À ce spectacle, le malheureux ne put retenir un cri de rage.

Des hommes, des étrangers, entraient dans ce sanctuaire d’une vierge, où il osait à peine, lui, pénétrer par la pensée.

Ils foulaient insoucieusement le tapis de leurs lourdes bottes, ils parlaient haut. Maurice frémissait, en songeant à ce que se permettait peut-être leur insolente familiarité. Il lui semblait les voir examiner et toucher ces mille riens dont aiment à s’entourer les jeunes filles, ils ouvraient les armoires, ils lisaient une lettre inachevée laissée sur le pupitre…

Jamais avant cette soirée Maurice n’eût voulu croire qu’on pouvait haïr quelqu’un autant qu’il haïssait ces Sairmeuse.

Désespéré, il se jeta sur son lit, et le reste de la nuit se passa à songer à ce qu’il dirait à Marie-Anne et à chercher une issue à une inextricable situation.
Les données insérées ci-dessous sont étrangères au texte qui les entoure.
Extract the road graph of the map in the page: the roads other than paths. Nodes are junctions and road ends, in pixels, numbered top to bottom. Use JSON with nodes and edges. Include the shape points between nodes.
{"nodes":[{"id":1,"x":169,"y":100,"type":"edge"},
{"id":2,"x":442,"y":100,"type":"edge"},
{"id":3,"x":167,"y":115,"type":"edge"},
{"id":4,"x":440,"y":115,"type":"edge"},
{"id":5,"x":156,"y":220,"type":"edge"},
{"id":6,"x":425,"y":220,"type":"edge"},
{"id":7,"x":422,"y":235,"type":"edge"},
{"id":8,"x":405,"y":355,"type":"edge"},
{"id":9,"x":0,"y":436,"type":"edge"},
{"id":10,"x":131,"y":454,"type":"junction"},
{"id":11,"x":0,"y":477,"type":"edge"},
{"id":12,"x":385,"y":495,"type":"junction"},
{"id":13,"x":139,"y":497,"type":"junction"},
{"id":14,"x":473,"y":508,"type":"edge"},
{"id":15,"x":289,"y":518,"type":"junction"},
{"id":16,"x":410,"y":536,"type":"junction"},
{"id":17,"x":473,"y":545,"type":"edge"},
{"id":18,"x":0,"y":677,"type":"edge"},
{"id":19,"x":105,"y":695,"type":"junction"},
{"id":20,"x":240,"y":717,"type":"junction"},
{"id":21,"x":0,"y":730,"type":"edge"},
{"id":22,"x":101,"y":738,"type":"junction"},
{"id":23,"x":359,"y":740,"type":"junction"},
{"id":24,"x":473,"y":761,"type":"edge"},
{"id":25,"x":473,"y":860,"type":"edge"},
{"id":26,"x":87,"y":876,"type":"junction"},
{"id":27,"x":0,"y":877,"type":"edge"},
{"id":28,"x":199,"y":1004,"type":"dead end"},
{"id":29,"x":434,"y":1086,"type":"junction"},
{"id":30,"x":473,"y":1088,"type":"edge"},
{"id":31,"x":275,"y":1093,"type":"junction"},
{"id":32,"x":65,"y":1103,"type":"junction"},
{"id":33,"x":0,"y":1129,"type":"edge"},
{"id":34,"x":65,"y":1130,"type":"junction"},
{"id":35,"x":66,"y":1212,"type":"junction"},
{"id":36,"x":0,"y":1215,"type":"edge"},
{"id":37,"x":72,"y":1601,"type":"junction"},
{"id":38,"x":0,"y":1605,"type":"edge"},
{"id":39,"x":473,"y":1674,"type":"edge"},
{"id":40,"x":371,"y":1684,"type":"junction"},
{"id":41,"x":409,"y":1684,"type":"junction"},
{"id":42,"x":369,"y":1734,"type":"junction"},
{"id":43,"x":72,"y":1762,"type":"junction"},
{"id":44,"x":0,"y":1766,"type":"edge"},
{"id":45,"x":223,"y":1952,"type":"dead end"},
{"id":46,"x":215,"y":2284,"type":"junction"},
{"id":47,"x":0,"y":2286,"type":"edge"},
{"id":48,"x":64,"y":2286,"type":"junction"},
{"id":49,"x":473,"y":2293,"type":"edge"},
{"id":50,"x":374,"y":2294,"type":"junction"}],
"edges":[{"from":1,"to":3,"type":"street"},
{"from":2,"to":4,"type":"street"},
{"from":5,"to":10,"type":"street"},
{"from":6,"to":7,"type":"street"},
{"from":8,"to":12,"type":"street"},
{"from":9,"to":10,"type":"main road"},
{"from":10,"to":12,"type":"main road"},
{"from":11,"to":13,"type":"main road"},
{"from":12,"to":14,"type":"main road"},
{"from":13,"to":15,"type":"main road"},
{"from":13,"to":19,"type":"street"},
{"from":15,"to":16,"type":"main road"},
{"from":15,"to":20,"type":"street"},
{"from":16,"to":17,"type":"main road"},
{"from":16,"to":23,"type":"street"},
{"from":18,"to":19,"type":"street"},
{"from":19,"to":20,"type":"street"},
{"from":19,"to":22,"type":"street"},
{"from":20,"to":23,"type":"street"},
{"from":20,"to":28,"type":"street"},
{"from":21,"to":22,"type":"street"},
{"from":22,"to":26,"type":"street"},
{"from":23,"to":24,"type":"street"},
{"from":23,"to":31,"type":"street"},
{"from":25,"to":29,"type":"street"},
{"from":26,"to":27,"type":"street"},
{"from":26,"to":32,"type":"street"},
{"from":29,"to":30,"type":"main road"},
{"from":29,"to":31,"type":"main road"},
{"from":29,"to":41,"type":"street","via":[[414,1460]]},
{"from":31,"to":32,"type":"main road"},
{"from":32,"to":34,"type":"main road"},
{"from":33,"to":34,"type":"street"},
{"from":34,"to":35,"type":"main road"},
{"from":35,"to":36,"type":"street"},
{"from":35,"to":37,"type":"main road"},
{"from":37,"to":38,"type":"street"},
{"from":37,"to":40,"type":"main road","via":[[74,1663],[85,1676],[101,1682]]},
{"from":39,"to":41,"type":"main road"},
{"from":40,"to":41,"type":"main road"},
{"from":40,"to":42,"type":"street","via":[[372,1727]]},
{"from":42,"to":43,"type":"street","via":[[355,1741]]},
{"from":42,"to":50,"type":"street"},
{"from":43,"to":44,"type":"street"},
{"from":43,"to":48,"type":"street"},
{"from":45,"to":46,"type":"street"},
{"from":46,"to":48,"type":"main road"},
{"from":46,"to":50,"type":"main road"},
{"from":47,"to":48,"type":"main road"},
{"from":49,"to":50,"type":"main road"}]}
Levé avant le jour, il erra dans le parc comme une âme en peine, redoutant et appelant le moment où son sort serait fixé. Mme d’Escorval eut besoin de toute son autorité pour le décider à prendre quelque chose ; il ne s’apercevait pas que depuis la veille au matin il n’avait rien mangé.

Enfin, comme onze heures sonnaient, il partit.

Les landes de la Rèche étant situées de l’autre côté de l’Oiselle, Maurice dut gagner, pour traverser la rivière, un endroit où il y avait un bac, à une portée de fusil d’Escorval. Quand il arriva au bord de l’eau, il y trouva six ou sept paysans, hommes et femmes, qui attendaient le passeur.

Ces gens ne remarquèrent pas Maurice. Ils causaient ; il écouta.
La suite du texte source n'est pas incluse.